Without Notice
Oregon judge signs order stripping father of his rights based on false certification of attorney
The “case of the stolen baby” took an outrageous turn this week: Linn County Judge Brendan Kane signed an order that effectively stripped the boy’s father of his right to directly access his son’s medical and school records — a right guaranteed under Oregon law.
It’s shocking because that father, Kyle Janssen, has never been served anything in the case. He particularly has not been served any motions or notices that the court was considering taking such drastic measures. He learned of it first, unfortunately, from me.
Because he received no notice, Janssen was denied the opportunity to be heard. That is, his due process rights were completely violated.
Janssen told me via email, “Nobody served me any paperwork” affecting his parental rights; and he “wouldn’t sign them if they did.”
So just how did this happen? Why was Judge Kane so eager to ignore due process and wipe out the rights of a man who is not even a named party in the case, and who had never even been served?
The answer appears to be, because Corvallis attorney Lorena Reynolds asked him to. She put the order on Judge Kane’s desk, certified that “each party affected by” it had “stipulated to or approved” it by “written confirmation,” and that it was ready for him to sign.
We now know that Lorena Reynolds’ certification was absolutely false.
And if she thought she was being slick with her certification because Janssen is not actually a named party in the case, she failed: In the order — which she herself authored — she referred to him as one of “the parties to the litigation.”

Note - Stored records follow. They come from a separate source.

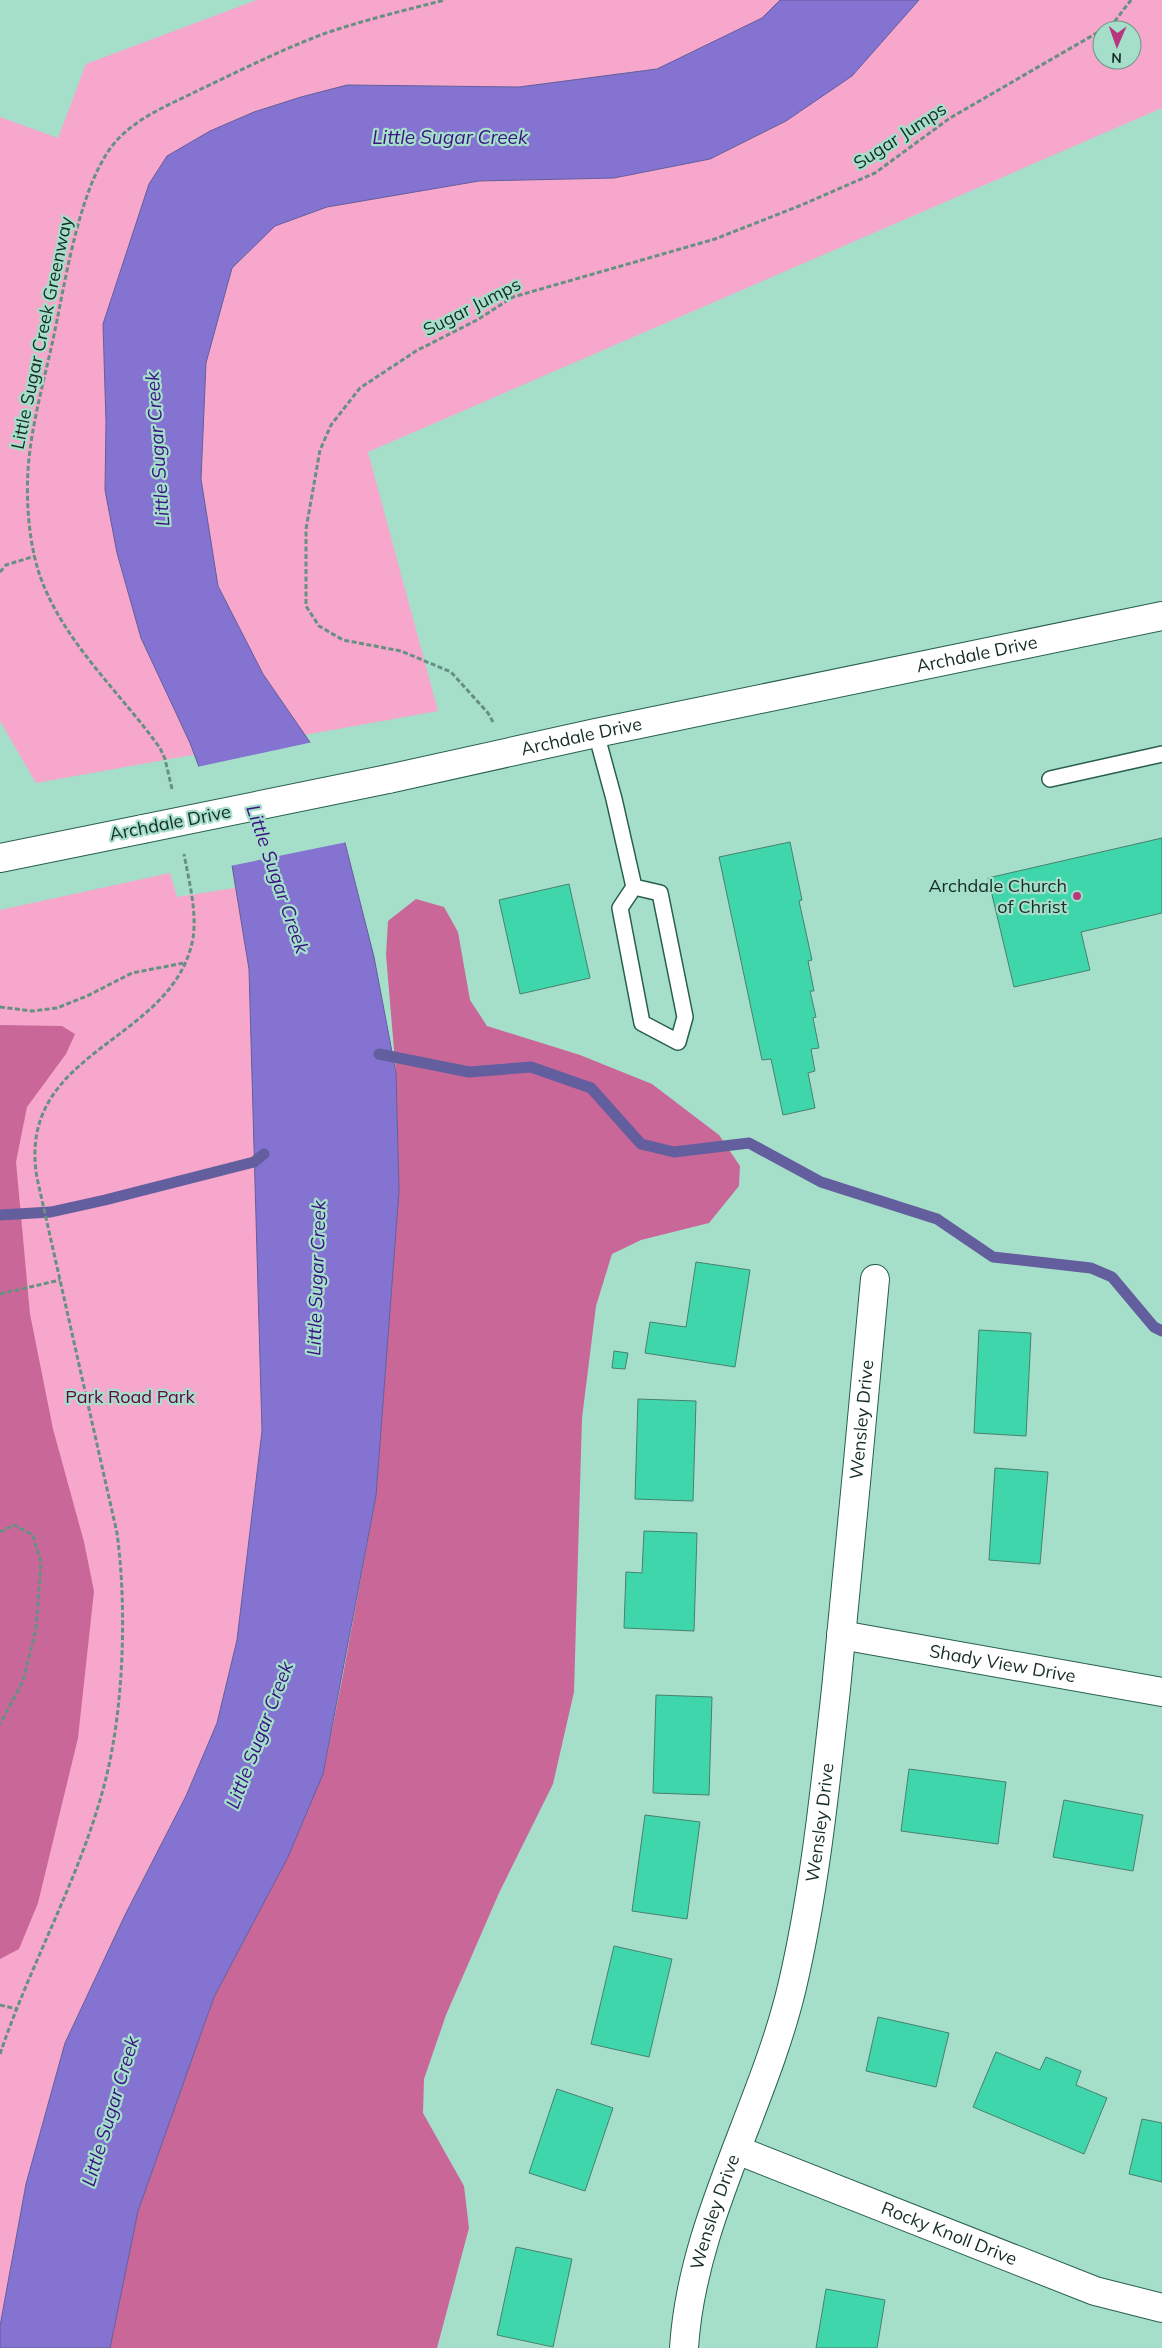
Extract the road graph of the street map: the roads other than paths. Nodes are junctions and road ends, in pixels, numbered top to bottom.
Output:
1 (1162, 616) edge
2 (596, 733) junction
3 (1162, 754) edge
4 (1050, 779) dead end
5 (0, 858) edge
6 (634, 887) junction
7 (875, 1279) dead end
8 (841, 1635) junction
9 (1162, 1692) edge
10 (738, 2150) junction
11 (1162, 2308) edge
12 (684, 2348) edge

1 - 2 street, Archdale Drive
2 - 5 street, Archdale Drive, bridge
2 - 6 lane
3 - 4 lane
6 - 6 lane
7 - 8 street, Wensley Drive
8 - 9 street, Shady View Drive
8 - 10 street, Wensley Drive
10 - 11 street, Rocky Knoll Drive
10 - 12 street, Wensley Drive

To put it plainly, Reynolds perjured herself, and did so in regard to a material issue. Reynold’s fraudulently obtained order is therefore voidable — if not outright void — and should be vacated immediately.
But it won’t be, of course — because while the truth is busy lacing up its sneakers, the liars have already made the rounds, pressing the bullshit order into the palms of all of the child’s caregivers and recordholders, making sure they know that there is some vague danger against which they must be vigilant.
That the normally diligent Judge Kane disregarded all signs that Janssen was never notified of the proceeding is troubling, and it raises concerns that something happened off the record to affect his judgment, or more accurately, to prejudice it.
All of this is made exponentially worse by the fact that as of Wednesday afternoon, the record is now sealed, and the case number no longer even comes up in the system.¹
These are precisely the conditions under which medical child abusers survive and thrive: total secrecy; diversion of suspicion and blame; and a badly, badly confused, negligent, or outwitted judge. One who must certainly be convinced he is acting in the child’s best interest.
Reynolds did not return a request for comment or a request to provide proof of service of any of the documents, or proof of Mr. Janssen’s “written confirmation” that he approved her order. But, we already know she cannot provide those things… I mean, unless she wants to forge them.
Unlike her predecessor, Reynolds is not the forging kind.
¹ It’s a good thing I already downloaded the entire case file. And since Reynold’s lopsided order doesn’t protect the mother’s medical records, that’s what I’ll be writing about next.